What are the virulence factors of staphylococcus aureus?
- alpha toxin - active metalloproteases, break adherens junction by cleaving E-cadherins, compromises actin skeleton and epithelial barrier integrity.
- Biofilm formation - such as on tampons in TSS - phenotype promotes antibiotic resistance.
- Phenol-soluble modulins - lysis of erythrocytes and leukocytes - compromise host immune defences.
- Abscess formation - difficult to treat with antibiotics.
How does S. aureus tend to colonise a person?
Asymptomatic colonnization becomes pathogenic
Or rarely, norm in hospital environments - transfer from formites ot infected individuals
Main site of colonisation = the nares, also skin and intestine.
What is the basic pathophysiology of community acquired pneumonia and lung remodelling?
Branching anatomy of the respiratory tract normally prevents inhlaed pathogens from reaching alveoli, this is aided by mucus, cough reflex, cilia, epithelial barrier, normal flora and immune surveillance, mucocilliary clearance (waft into pharnyx)
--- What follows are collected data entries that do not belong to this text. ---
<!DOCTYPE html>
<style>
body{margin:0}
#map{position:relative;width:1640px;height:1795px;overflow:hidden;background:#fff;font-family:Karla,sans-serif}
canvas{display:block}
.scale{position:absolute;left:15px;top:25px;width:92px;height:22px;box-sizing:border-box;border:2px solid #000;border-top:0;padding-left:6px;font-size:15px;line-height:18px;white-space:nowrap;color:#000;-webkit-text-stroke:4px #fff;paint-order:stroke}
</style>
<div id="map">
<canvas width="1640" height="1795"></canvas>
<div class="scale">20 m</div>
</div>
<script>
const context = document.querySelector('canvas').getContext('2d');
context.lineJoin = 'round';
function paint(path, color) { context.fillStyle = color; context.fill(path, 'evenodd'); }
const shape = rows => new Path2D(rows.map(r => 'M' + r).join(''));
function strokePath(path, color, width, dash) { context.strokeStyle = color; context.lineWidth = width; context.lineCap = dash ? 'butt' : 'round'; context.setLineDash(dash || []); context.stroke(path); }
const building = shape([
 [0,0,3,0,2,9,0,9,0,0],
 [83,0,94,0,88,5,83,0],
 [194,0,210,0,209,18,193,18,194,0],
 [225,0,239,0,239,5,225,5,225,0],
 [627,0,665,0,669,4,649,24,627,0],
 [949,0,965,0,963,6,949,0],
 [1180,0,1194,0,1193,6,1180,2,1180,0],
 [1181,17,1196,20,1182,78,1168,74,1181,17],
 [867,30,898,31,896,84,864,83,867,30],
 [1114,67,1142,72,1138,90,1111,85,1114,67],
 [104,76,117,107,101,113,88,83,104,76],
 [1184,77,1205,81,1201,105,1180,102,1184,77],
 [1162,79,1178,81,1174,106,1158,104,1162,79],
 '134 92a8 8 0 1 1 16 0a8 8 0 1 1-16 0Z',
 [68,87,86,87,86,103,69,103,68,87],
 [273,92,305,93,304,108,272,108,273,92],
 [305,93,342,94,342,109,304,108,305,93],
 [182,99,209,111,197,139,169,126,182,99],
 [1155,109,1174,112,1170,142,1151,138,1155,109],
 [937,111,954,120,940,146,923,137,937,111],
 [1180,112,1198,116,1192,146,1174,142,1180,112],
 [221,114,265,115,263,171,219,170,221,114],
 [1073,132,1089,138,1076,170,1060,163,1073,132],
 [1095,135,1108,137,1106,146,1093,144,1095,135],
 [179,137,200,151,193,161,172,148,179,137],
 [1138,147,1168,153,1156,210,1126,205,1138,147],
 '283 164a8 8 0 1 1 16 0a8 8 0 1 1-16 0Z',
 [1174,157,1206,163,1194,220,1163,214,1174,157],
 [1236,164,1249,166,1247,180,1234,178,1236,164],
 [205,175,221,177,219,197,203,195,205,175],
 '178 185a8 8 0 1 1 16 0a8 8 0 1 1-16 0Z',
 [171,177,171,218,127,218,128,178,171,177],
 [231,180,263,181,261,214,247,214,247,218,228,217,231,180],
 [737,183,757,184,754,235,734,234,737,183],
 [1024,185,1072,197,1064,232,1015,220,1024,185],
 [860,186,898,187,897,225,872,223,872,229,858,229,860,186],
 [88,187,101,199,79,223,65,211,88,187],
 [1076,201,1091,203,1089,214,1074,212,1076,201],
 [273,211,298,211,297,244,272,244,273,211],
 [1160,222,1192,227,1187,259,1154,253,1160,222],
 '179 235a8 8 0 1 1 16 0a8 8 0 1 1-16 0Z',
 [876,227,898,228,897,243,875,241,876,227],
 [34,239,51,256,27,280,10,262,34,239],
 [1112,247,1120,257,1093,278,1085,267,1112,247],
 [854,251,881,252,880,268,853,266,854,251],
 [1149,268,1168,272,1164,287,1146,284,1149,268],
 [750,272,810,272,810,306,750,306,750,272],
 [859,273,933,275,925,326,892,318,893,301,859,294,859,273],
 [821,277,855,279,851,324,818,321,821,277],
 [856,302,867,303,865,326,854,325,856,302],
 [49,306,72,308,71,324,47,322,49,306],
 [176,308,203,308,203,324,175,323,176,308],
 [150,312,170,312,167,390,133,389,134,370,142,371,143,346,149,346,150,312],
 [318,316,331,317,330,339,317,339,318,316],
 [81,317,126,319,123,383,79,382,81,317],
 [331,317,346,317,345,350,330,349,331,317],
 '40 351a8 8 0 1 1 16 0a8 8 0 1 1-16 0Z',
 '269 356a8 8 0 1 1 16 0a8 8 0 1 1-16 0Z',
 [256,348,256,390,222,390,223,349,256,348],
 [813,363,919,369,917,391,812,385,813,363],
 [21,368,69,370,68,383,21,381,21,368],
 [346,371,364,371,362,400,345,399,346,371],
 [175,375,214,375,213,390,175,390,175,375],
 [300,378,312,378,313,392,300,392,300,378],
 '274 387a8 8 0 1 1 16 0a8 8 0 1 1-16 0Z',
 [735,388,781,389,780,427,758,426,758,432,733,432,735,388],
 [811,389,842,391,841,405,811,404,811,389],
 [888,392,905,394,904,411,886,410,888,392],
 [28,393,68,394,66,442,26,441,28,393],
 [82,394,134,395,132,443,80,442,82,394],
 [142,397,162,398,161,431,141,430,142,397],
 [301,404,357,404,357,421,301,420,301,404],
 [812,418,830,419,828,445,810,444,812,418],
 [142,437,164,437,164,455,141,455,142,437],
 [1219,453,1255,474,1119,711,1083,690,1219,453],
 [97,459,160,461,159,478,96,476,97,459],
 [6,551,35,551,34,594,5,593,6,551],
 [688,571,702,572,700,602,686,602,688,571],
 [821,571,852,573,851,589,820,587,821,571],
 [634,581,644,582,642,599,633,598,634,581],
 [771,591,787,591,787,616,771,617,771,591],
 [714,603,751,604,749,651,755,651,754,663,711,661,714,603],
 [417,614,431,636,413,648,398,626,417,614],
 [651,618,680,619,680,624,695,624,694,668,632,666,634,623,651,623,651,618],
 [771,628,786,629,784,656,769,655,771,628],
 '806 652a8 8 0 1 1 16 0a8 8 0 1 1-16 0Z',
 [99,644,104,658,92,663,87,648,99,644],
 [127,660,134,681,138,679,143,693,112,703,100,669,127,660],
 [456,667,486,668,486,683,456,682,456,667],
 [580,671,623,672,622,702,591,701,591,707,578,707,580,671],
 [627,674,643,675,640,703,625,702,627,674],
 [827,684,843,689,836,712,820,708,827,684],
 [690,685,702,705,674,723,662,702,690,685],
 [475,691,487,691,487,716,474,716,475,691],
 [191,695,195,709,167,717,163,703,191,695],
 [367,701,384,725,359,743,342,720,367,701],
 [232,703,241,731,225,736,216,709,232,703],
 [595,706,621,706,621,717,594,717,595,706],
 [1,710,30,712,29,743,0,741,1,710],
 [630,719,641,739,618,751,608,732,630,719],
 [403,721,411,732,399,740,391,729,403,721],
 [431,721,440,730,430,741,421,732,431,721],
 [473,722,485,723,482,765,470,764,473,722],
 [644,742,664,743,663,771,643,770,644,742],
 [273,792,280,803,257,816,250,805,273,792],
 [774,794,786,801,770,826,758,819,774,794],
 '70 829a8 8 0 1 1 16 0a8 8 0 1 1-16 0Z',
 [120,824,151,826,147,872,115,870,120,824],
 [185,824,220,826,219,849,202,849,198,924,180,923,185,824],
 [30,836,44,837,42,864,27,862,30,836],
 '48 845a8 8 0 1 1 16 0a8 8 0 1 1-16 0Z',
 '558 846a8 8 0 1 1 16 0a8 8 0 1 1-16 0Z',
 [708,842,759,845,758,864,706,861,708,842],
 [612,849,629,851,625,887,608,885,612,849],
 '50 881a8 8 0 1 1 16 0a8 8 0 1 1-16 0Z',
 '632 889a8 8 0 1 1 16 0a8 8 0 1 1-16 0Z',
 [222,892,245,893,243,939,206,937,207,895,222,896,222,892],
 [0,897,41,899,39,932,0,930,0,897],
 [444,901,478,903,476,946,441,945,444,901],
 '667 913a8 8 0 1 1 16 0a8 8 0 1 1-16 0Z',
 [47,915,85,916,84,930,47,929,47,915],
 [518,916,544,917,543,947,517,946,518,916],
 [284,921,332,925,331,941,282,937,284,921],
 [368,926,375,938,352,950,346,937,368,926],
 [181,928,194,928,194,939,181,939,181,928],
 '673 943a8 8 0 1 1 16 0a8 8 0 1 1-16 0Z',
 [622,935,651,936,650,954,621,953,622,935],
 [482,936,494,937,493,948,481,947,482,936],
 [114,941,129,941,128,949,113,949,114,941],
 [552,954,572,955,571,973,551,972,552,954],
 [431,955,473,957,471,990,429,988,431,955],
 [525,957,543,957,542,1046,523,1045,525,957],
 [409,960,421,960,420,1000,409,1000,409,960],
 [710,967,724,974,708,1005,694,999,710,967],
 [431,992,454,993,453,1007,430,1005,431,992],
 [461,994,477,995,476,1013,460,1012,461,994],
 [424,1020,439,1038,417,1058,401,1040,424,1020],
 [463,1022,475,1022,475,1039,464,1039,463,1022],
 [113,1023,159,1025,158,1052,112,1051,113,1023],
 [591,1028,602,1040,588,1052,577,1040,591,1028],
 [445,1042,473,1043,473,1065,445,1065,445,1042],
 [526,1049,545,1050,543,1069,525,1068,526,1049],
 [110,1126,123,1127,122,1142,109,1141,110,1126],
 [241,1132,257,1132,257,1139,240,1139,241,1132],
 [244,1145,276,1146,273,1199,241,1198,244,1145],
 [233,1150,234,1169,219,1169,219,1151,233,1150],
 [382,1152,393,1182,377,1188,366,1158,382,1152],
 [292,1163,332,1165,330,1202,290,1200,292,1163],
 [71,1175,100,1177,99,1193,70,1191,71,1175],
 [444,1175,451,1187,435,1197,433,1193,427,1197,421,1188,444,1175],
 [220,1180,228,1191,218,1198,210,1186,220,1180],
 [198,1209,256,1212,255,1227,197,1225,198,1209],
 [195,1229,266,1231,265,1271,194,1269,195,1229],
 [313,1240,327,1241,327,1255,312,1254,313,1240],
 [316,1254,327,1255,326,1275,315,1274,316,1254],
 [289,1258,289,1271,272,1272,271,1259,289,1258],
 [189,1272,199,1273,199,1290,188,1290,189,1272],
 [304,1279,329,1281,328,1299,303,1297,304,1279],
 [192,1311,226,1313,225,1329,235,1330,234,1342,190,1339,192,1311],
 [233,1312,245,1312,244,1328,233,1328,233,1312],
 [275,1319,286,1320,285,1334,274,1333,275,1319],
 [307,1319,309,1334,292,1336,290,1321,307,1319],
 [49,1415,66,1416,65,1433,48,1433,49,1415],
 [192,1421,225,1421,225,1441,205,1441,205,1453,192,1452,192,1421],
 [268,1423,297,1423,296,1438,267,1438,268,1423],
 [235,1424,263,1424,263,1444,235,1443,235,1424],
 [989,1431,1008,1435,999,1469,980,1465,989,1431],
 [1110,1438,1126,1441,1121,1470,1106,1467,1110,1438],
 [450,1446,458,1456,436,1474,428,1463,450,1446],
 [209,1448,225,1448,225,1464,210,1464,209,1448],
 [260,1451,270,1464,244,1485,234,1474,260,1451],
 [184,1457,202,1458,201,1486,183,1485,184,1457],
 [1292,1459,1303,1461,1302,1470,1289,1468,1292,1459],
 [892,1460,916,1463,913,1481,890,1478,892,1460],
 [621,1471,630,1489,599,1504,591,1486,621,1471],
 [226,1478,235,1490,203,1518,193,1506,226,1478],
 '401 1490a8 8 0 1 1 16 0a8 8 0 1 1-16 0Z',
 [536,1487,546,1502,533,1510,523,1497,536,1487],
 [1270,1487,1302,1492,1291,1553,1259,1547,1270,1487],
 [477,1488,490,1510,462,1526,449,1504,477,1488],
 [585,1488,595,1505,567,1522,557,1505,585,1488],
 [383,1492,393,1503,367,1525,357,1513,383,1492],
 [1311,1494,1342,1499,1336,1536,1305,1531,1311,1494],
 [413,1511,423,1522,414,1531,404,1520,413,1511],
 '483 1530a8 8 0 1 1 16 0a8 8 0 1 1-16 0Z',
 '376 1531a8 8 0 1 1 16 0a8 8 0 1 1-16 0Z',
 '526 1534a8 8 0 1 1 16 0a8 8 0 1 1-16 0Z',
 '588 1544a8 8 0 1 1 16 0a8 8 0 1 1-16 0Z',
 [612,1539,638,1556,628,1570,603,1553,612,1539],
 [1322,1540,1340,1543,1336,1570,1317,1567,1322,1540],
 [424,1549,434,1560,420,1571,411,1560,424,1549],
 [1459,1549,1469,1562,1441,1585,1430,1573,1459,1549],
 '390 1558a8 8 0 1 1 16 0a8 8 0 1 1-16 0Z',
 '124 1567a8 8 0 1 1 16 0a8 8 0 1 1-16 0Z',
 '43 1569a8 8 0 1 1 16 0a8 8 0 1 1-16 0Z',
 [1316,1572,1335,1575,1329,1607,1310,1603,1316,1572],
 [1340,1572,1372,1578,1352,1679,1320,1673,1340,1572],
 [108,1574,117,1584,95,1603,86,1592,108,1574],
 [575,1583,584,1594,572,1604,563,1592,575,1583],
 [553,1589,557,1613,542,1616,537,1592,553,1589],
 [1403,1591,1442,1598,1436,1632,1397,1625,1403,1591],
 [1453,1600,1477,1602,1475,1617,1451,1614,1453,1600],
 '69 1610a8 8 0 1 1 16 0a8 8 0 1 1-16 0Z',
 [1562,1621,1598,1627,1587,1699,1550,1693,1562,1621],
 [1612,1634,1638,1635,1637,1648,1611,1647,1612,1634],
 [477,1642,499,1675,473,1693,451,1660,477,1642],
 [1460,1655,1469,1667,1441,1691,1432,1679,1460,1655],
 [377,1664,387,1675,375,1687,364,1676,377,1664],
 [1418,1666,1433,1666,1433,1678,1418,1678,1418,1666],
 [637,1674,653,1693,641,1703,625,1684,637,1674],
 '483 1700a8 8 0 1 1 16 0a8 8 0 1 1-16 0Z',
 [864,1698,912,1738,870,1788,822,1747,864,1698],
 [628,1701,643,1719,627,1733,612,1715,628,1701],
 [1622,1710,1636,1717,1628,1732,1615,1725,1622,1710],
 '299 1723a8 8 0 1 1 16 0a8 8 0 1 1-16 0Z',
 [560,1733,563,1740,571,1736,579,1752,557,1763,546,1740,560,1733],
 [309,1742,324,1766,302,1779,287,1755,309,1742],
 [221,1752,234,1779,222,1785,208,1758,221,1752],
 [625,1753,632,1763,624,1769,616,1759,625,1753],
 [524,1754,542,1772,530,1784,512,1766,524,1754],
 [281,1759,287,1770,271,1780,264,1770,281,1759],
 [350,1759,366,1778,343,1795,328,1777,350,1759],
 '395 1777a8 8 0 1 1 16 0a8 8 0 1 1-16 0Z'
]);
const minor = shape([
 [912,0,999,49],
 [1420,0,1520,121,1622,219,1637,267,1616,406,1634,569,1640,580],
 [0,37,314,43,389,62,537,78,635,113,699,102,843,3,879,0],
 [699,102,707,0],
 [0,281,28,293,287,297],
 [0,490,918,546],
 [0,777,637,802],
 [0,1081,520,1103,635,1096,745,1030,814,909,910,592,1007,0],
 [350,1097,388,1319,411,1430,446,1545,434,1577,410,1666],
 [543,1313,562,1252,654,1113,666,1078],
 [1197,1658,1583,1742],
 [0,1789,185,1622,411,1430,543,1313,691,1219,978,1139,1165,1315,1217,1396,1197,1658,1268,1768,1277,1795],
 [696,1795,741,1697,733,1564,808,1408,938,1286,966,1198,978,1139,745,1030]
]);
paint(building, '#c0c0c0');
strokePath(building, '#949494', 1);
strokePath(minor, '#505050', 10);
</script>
When alveolar macrophages are overwhelmed by a large inoculum of pathogens they release cyoktines and initiate and inflammatory cascade
Leukocytes invade the lung tissue, filling infected alveoli with purulent ecudates normally made from dead wbcs, tissue debris, and living or death pathogens (this impaired effective gase exchange).
What is ventilator associated pneumonia?
Pneumonia is contracted after 48 hours of mechanical ventilation.
How does antibiotic treatment guidelines vary based on HAP?
Patients who are recently hospitalisied but do not have additional risk factors for MDR pathogens or HAP can be treated with standard antibiotic therapy for CAP, rather than broad spectrum antibiotics used in HAP MDR suspicision.